The Oldest in the Room

Even to your old age I am he,
and to gray hairs I will carry you.
I have made, and I will bear;
I will carry and will save.
Isaiah 46: 4

 

Have you ever had a flashback of something said a long time ago and had a bit of a chuckle remembering the incident. The recollection happened to me last evening. A group of us sat around chatting along with our review of our book for our book club. As I listened to the chatter, I heard the tail end of someone else’s story. She said, “I was the oldest in the room.” She is more than half my age, but I laughed, because nowadays I am almost always the oldest in any room.

Her words took me back more than forty years when I attended a co-worker’s baby shower. With the room filled with young women I’d not met, the hostess introduced me as “the oldest in the room.” Then she threw her hand over her mouth and apologized. I loved being so identified. In family gatherings I had always been the youngest and, I assumed, the least important. From then on, I have always enjoyed the status of being the oldest in the room.

Being the oldest is not a guarantee of wisdom, authority, or productivity. I suppose God has allowed me to live this long so He can make me more like Jesus—obviously a long process. As well, He wants me to demonstrate to my little world just a little bit of what heaven is like. I rest on His promises for Him to carry me, bear my burdens, and save me.

So how do we “eld?” How do we grow old with grace and style, producing in a manner to establish a sense of heaven on earth. When we pray the Lord’s Prayer, according to the Westminster Shorter Catechism, answer 103:

 In the third petition, which is, Thy will be done in earth as it is in heaven,” we pray, that God, by his grace, would make us able and willing to know, obey, and submit to his will in all things, as the angels do in heaven.
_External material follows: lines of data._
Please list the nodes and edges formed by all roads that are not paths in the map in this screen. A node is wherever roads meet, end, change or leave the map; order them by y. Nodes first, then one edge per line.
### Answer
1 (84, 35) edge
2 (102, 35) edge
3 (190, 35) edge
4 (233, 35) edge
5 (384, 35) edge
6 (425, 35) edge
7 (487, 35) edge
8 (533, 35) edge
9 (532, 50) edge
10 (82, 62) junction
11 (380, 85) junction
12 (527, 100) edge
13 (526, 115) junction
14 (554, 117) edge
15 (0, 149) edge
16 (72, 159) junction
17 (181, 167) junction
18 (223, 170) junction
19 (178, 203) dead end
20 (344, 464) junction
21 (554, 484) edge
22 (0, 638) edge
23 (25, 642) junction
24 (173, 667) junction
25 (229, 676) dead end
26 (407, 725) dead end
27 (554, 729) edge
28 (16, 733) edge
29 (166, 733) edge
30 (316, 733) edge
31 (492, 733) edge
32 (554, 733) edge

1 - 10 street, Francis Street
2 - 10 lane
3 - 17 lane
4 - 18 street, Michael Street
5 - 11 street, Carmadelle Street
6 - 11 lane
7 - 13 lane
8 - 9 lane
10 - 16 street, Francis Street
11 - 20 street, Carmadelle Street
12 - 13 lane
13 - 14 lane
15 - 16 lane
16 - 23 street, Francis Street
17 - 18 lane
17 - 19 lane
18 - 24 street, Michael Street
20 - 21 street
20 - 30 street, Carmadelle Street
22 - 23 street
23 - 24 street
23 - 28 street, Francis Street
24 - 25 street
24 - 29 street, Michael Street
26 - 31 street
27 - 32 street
In so doing, we bring heaven to earth. When we become Christians, the road to heaven isn’t an immediate homegoing. God leaves us here like ambassadors on foreign soil. Some of us just have to hang out here longer than others. Jesus tells us in Luke 19: 13:  Calling ten of his servants, he gave them ten minas, and said to them, “Engage in business until I come.” His business. His minas. Whether he gives us long years or short days, we are to engage the abilities, assets, and disposition he has created in us to bring our fellow humans to meet Him. As the world about us falls apart, we need to keep aware of the traumas and tragedies, the news, the workings of government, and the needs of everything from our neighbors to the nations. But, we grow old in peace and can be confident He will carry us, bear us up, and save us in the end. We need to trust Him, walk in step with Him, and in the same direction. All the time.

I like when I am the oldest in the room. I’m given the incentive to bring out my inner child. My inner child had to join my younger neighbor to build a snowman in the front yard.